不是說追上他就算赢了嗎,可他為什麼要往下跳,那可是懸崖,一不小心就會摔到粉身碎骨的懸崖。而且我到底為什麼要跟着他跳下來,他又不是一沓鈔票,四散在空氣裡沒人去抓。
身體一個勁往裡縮,雙手憑感覺緊揪住兩片衣領,用力到指節突起幾乎爆出的地步。潔白的衣領也被我揪出不雅的皺痕。可關心他人是種很高尚的情感,而現在自顧不暇的處境讓我壓根沒法讓這種高尚留存在心裡。看到那些皺痕,不僅沒有放手的打算,反而絞盡腦汁思索怎樣才能抓得更緊,不至于掉下去摔個粉身碎骨。
當然,我也希望自己無所畏懼,傲骨铮铮,能指着凱厄斯的鼻子破口大罵,指責他為什麼要讓我們都陷入這樣危險的困境。可是恐高的老毛病出現得實在不合時宜,恐懼篩掉大腦裡多餘的情緒,人在這種情況下根本産生不了任何似是而非的想法,大腦裡唯一還算清晰的念頭就是往裡縮,然後拼命抓緊。
“我可沒讓你跳下來。”他也不知道在嘟囔什麼,都這種時候還有那麼多話可說,真不知道他腦子裡到底在想什麼。
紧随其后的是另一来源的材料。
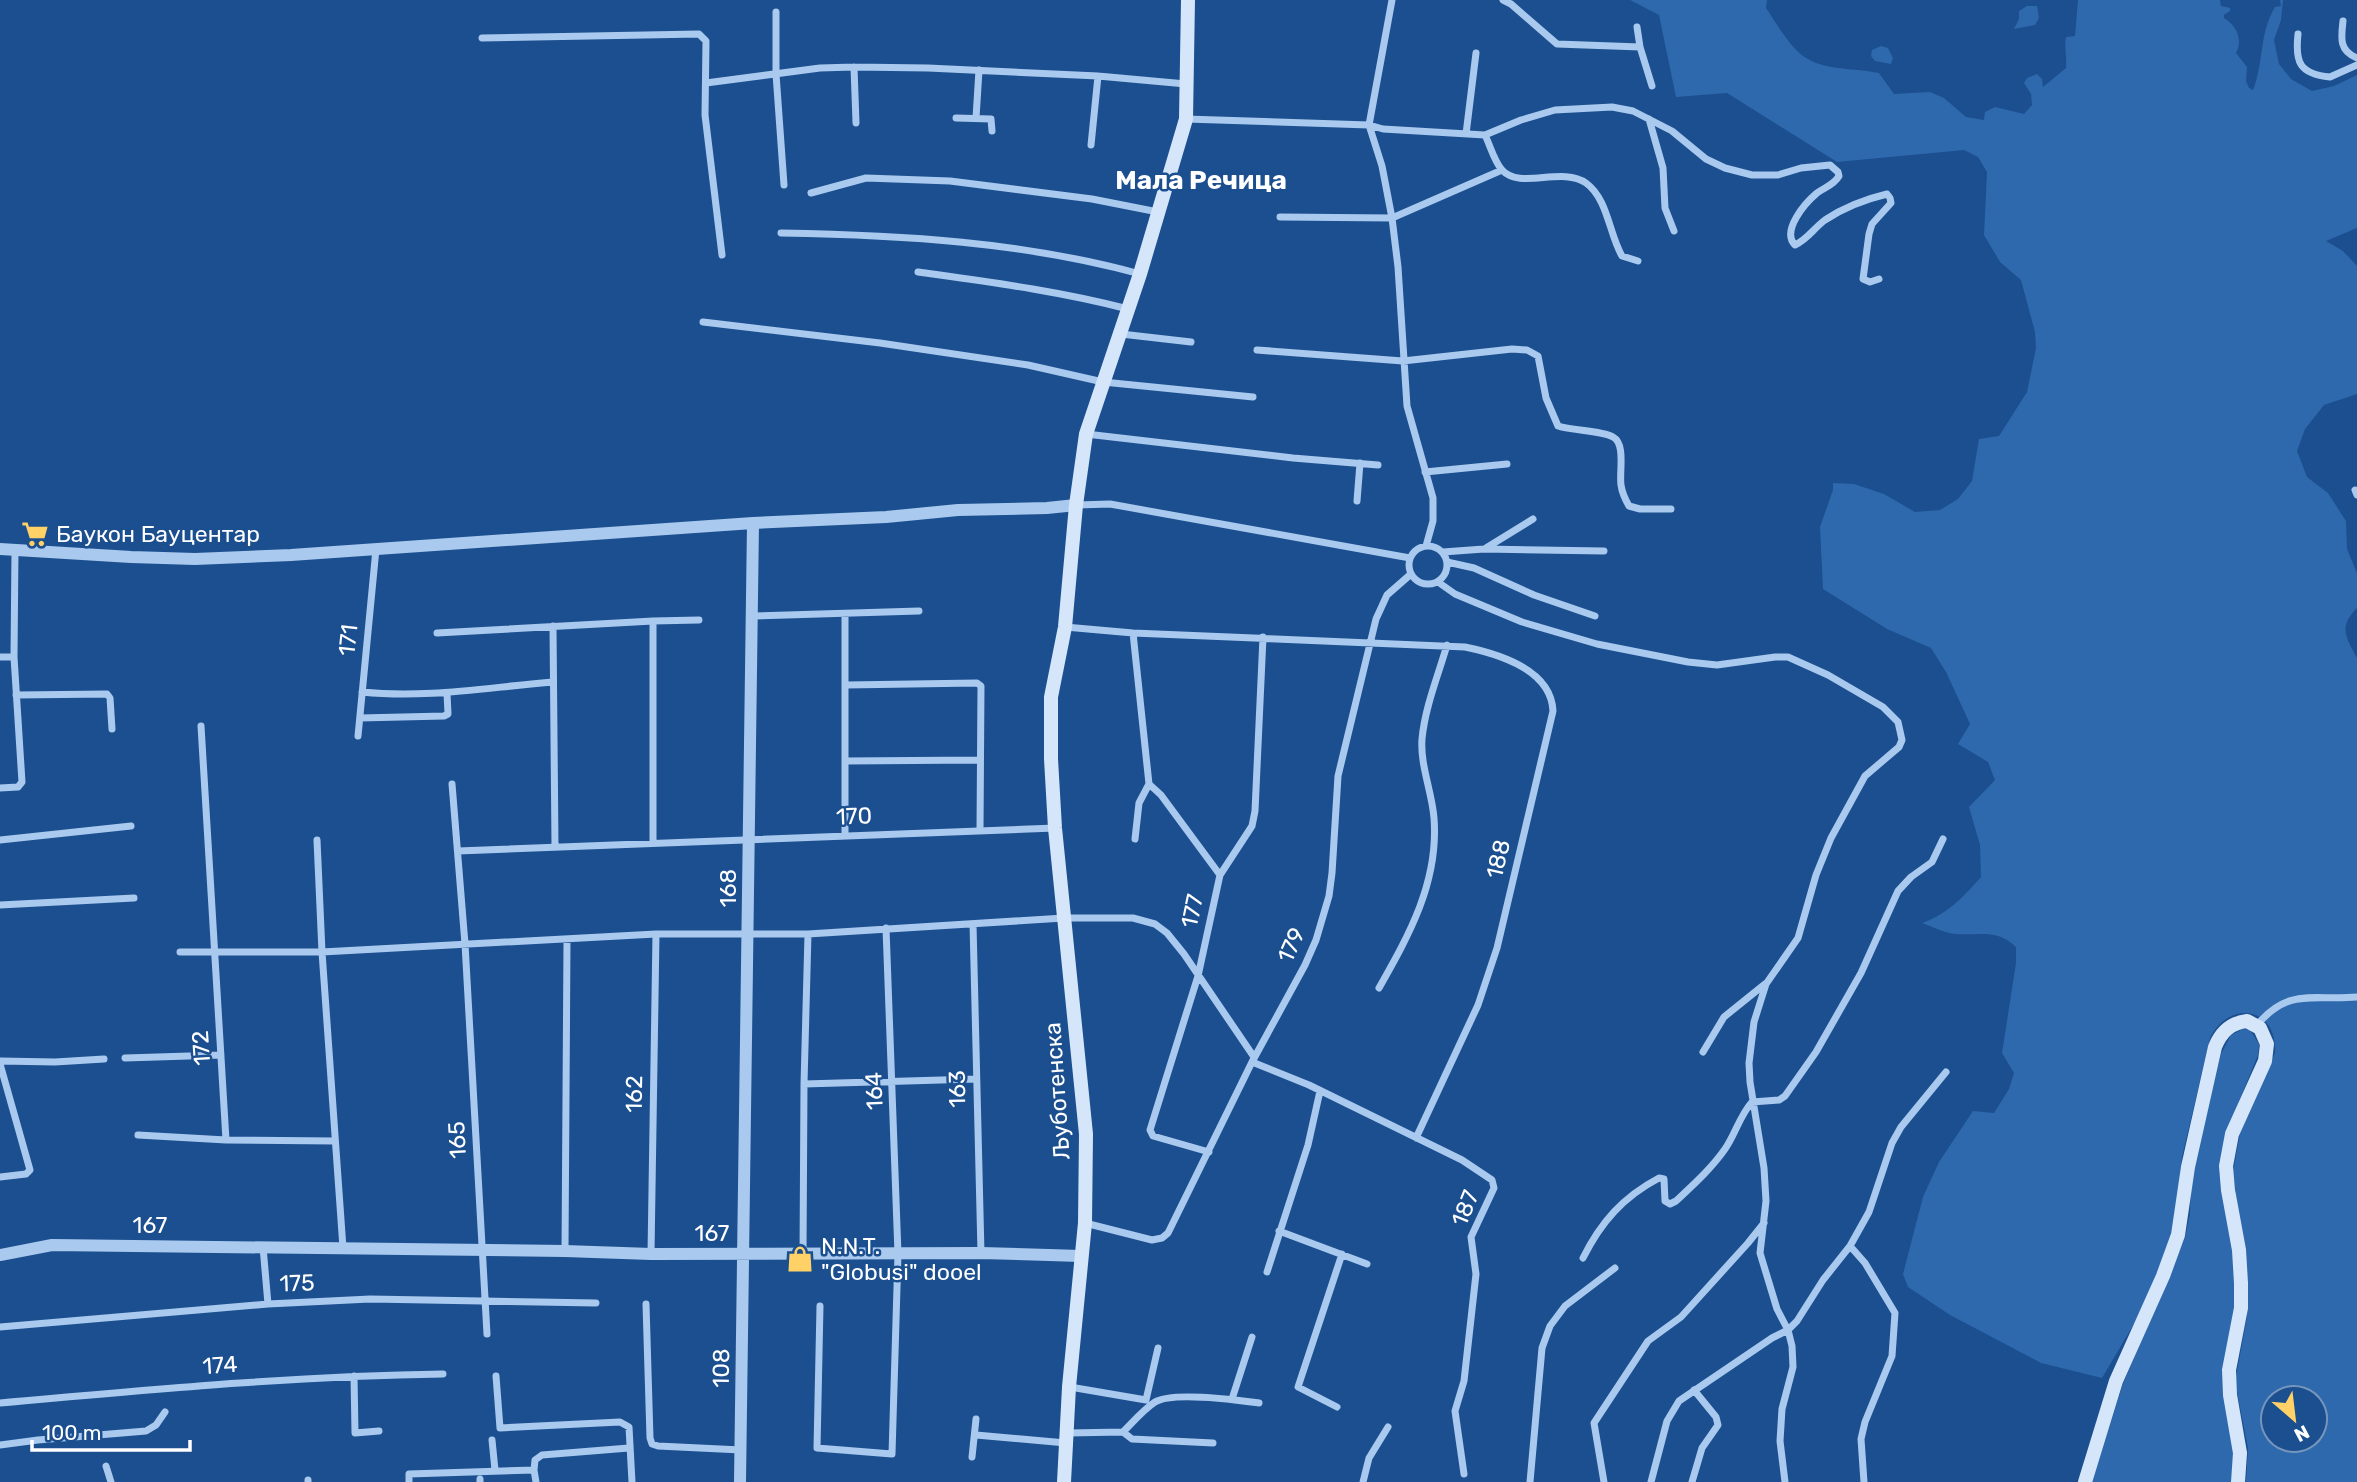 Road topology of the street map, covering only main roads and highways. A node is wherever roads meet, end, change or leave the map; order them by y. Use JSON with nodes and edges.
{"nodes":[{"id":1,"x":1188,"y":0,"type":"edge"},
{"id":2,"x":1064,"y":1482,"type":"edge"},
{"id":3,"x":2085,"y":1482,"type":"edge"},
{"id":4,"x":2238,"y":1482,"type":"edge"}],
"edges":[{"from":1,"to":2,"type":"main road","name":"Љуботенска"},
{"from":3,"to":4,"type":"main road"}]}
然後又有輕輕的笑聲傳來,即使不擡頭我都能聽出那聲音裡飽滿的愉悅。所以這到底有什麼可得意的,得意我們不知道哪一秒就雙雙墜海然後被鲨魚吧唧一口的宿命嗎?
難道活太久真的會活膩嗎?
“我們……”我們怎麼上去啊,你能想到跳下來就應該能想到上去的辦法吧?别告訴我你的辦法就是打電話給消防隊,我無比确定再好心的人類也不會來救吸血鬼。
“凱倫,睜開眼睛。”他不笑了,聲音裡突然多了幾分嚴肅。箍住我的手臂松了松,後背被人猛然一推,腰部重新傳來擠壓感,一口氣還沒喘完,雙腳二度離的驚悚就令我倒吸入幾口鹹澀的涼氣。
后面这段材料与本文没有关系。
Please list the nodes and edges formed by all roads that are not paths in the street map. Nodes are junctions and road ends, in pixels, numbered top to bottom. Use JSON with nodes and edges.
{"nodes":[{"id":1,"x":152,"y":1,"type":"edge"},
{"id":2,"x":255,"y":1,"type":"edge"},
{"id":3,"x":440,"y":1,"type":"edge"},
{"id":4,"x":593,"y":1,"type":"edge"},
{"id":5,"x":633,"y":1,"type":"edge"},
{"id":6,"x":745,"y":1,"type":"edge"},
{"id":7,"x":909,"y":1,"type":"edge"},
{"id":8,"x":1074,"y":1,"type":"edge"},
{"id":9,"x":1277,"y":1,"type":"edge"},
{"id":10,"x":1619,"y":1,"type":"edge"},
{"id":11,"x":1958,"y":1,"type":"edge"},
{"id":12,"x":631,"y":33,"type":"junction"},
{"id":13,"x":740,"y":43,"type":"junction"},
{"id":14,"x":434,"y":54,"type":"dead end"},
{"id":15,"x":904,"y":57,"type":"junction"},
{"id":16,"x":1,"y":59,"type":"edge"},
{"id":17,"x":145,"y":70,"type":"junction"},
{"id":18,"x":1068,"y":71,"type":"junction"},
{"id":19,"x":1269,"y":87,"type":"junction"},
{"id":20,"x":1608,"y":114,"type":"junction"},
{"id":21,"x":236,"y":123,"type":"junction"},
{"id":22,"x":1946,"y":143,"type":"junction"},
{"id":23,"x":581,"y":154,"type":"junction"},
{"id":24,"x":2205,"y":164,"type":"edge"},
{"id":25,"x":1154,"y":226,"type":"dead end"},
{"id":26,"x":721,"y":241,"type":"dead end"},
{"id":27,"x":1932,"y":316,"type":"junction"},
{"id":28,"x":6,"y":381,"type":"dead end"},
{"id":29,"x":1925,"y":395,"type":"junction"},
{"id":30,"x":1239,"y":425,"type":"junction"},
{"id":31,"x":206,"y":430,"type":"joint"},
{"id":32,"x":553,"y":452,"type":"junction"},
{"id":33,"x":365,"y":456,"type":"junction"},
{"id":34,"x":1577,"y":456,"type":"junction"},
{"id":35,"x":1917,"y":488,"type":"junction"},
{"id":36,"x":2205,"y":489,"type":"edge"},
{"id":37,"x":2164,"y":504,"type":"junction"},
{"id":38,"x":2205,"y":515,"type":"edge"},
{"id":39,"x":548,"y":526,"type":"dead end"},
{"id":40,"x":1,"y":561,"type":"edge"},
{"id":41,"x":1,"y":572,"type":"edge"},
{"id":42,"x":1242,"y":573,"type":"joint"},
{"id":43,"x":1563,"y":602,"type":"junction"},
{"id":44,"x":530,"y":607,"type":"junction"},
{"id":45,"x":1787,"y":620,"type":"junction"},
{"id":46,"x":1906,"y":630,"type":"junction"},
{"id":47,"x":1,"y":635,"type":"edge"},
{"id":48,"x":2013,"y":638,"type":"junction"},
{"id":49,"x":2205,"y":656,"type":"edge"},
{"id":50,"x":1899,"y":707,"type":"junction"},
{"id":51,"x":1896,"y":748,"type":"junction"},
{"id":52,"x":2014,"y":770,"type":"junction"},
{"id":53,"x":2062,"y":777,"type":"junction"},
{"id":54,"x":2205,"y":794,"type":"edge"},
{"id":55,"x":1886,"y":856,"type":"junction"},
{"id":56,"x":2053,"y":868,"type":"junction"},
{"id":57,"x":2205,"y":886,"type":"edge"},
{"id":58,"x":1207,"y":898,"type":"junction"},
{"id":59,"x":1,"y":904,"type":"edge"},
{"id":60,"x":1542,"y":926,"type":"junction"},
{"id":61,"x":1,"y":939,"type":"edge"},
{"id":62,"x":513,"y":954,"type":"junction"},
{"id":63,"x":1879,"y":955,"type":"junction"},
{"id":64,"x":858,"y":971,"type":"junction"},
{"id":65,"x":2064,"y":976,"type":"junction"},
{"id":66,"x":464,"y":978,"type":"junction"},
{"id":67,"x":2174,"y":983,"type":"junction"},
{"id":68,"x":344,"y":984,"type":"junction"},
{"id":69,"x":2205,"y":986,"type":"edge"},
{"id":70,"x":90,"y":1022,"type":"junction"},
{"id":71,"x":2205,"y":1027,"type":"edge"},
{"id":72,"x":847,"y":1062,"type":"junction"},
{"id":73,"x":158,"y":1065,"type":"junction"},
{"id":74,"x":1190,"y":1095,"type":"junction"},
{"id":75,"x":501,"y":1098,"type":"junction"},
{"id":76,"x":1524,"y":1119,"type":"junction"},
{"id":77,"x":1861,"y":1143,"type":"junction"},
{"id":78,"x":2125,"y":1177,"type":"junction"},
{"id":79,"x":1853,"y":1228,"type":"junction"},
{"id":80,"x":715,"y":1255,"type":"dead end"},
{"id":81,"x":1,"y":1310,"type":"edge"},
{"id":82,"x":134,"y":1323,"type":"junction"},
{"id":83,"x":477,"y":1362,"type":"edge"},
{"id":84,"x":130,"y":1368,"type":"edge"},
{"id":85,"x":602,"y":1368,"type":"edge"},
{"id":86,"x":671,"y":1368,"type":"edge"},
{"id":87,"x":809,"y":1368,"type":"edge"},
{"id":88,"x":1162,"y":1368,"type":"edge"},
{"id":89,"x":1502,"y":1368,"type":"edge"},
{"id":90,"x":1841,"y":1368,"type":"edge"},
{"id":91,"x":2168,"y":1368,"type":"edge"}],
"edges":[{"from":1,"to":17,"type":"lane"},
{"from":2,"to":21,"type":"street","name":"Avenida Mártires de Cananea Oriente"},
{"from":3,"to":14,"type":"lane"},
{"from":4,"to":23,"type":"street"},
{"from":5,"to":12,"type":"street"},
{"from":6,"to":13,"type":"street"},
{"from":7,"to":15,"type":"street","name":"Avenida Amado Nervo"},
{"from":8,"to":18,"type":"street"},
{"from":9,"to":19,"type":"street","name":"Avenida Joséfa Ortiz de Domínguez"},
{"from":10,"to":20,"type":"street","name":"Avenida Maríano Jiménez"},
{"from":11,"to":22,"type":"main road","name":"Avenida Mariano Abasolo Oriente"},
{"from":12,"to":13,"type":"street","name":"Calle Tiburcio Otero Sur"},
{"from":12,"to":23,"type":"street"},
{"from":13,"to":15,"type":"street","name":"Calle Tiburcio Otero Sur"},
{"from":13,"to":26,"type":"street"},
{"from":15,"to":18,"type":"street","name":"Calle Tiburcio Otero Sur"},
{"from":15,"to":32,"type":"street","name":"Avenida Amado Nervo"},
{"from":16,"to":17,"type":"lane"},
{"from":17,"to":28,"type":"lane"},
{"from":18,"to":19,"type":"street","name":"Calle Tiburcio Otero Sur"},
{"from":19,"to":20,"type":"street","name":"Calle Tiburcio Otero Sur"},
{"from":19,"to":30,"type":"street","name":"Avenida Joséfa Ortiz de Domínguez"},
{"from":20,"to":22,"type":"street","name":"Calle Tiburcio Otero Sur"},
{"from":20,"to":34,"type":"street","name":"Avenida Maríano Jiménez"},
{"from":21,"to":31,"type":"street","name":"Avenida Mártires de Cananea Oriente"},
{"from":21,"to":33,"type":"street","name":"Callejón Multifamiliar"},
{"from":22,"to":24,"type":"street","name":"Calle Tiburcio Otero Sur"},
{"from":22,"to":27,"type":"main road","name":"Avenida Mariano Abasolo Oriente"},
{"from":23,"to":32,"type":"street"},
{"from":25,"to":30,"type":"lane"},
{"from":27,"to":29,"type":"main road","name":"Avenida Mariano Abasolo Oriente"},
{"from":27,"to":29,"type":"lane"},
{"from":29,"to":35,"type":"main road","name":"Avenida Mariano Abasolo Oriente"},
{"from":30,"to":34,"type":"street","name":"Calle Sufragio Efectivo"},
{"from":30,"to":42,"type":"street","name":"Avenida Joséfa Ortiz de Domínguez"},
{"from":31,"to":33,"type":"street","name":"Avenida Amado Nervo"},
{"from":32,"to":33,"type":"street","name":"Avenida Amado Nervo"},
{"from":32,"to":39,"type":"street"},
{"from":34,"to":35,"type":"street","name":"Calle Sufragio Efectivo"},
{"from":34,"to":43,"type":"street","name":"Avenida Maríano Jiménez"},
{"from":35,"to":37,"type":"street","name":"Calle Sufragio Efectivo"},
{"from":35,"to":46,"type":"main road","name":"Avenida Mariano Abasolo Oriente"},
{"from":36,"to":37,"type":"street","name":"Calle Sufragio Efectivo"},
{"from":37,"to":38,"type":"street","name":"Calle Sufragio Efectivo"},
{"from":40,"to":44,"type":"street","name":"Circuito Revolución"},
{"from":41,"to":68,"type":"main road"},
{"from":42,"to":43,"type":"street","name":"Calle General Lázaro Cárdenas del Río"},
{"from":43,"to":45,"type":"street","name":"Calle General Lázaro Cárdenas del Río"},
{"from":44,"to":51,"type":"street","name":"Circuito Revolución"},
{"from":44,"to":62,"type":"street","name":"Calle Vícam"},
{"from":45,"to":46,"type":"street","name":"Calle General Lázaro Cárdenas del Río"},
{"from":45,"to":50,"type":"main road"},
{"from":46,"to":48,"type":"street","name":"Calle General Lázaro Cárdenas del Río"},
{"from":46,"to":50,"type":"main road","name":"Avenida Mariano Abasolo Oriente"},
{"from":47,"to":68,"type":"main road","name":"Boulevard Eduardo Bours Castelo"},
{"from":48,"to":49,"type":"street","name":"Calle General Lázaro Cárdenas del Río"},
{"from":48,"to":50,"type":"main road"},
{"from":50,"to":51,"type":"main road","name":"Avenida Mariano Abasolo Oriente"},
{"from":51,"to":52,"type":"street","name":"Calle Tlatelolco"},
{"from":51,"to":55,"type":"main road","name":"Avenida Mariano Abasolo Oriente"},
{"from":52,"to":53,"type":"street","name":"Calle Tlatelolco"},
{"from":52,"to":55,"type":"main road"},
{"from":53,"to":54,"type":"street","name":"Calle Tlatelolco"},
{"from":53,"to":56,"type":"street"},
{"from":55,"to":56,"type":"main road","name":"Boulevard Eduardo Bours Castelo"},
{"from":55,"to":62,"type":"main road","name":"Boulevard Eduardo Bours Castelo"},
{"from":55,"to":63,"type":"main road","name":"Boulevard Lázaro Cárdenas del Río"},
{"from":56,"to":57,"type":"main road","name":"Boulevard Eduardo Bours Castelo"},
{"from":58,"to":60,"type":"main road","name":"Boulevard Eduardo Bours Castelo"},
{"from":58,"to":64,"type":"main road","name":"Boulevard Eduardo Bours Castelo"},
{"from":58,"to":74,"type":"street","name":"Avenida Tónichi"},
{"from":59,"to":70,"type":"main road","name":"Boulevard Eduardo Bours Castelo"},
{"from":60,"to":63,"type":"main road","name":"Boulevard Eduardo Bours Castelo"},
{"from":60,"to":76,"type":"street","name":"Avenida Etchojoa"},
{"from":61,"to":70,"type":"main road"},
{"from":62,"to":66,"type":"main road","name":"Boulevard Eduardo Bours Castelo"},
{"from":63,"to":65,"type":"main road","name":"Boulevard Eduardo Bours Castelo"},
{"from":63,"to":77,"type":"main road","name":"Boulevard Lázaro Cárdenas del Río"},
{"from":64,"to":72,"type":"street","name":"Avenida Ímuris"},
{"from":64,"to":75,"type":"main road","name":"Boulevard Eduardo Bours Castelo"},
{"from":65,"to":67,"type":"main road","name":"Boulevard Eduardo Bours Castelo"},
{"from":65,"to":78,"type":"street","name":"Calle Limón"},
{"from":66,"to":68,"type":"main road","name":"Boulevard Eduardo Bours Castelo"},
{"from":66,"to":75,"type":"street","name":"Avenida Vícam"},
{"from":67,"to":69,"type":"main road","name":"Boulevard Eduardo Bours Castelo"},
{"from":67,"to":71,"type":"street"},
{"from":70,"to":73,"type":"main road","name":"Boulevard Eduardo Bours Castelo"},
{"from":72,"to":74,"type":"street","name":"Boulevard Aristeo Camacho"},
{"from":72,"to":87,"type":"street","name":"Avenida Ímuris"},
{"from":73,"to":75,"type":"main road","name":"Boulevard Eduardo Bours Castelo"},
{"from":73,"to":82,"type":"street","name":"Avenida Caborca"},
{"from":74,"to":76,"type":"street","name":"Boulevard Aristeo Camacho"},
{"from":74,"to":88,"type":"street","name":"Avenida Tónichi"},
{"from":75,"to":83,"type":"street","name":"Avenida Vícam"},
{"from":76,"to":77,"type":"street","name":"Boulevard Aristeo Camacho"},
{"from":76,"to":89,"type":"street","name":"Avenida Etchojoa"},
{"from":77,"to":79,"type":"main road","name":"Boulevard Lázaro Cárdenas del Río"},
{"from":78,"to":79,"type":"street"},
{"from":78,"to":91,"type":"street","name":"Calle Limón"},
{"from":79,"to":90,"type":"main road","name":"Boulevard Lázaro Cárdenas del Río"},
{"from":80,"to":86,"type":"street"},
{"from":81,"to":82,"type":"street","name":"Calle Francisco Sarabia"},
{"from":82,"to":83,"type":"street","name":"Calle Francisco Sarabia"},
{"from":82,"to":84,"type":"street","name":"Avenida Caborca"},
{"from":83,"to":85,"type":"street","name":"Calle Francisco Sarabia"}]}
絕不。我緊緊閉着眼,恨不得能從空氣裡摸出把訂書機将眼皮嚴絲合縫訂起來。這太可怕了。
“睜開眼睛。”命令變成了威脅,生命就像懸在搖搖欲墜的鋼絲上,每一次呼吸都艱難的可貴。
當然當然,按道理講,從這裡掉下去不會對我造成什麼實質性危險。吸血鬼的防暴能力太強大了,強大到我都想頂禮膜拜。所以我頂多摔個四分五裂,再被漲落的潮汐沖上海灘,慢慢複原就是了。
但問題在于,光是想想自己現在處在什麼高度就讓我毛骨悚然,生不如死。更别提想象從這裡掉下去,而且還是被人推着掉下去。
這看起來可不像是蹦極或者跳傘。
“你到底……”你到底想怎樣。我哆哆嗦嗦,連把一句話完整說完都做不到。感官全部集中到腳,我能感受到大洋上空混亂的渦流變成海風從四面八方吹來的強度,感受海浪每一次高高擡起又重重拍下的力度,感受海水緩慢蒸發濡濕空氣改變的溫度。
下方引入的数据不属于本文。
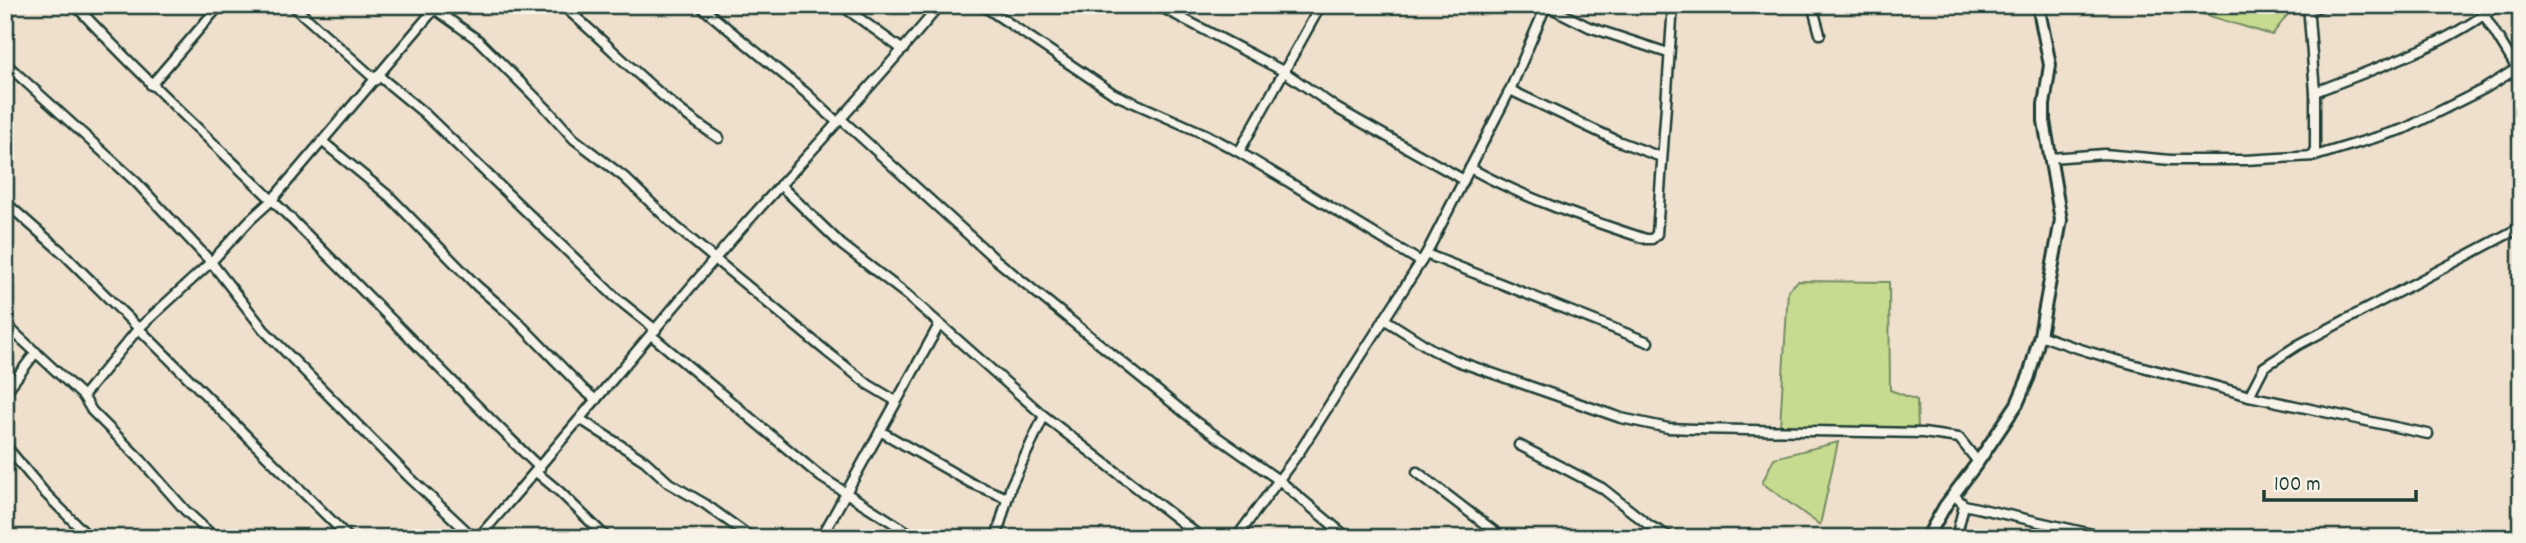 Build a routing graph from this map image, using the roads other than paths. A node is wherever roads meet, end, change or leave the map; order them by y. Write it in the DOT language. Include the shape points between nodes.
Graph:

這些都是很壯美雄奇的場景,是普通人千金難求的觀感,可問題在于化腐朽為神奇的大自然,現在隻讓我感到害怕與驚恐。
抱着我的手臂又松了松,眼看就要把我扔下去。我真是佩服凱厄斯想一出是一出的腦回路,他這種說一不二唯我獨尊的性格到底是怎麼養成的。
而我剛才,到底為什麼要為了抓住這麼一個家夥而跳下來。